◆ What the exercise asks
Look for "Ruta" in each line of the records, and copy the lines that have it.

-- Opening Marker --

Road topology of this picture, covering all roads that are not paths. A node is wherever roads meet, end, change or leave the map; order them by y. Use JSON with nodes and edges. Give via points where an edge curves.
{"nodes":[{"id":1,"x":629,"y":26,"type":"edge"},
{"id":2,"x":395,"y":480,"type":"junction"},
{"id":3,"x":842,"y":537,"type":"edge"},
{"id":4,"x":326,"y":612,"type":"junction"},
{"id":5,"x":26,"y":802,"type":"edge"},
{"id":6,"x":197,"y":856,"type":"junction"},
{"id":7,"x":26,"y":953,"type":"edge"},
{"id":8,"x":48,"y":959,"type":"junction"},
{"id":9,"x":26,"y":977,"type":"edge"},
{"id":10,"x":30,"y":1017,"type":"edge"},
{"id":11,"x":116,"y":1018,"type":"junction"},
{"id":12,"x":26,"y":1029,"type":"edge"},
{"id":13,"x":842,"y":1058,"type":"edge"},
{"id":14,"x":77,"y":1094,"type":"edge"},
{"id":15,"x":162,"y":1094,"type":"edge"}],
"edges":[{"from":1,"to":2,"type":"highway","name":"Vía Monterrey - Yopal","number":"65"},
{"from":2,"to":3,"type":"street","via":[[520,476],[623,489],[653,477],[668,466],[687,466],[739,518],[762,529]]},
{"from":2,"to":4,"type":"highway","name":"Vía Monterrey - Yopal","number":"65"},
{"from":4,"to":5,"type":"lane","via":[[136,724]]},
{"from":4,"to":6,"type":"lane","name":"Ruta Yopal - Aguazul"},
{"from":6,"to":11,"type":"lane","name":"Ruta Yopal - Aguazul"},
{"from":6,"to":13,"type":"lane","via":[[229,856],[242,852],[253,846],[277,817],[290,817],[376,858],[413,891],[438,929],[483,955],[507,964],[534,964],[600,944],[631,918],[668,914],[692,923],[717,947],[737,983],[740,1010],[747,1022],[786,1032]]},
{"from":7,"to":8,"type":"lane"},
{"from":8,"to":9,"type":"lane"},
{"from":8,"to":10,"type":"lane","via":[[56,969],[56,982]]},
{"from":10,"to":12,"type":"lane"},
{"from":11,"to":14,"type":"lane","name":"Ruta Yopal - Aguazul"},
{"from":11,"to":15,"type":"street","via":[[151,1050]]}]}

-- Closing Marker --

◆ Written response
{"from":4,"to":6,"type":"lane","name":"Ruta Yopal - Aguazul"},
{"from":6,"to":11,"type":"lane","name":"Ruta Yopal - Aguazul"},
{"from":11,"to":14,"type":"lane","name":"Ruta Yopal - Aguazul"},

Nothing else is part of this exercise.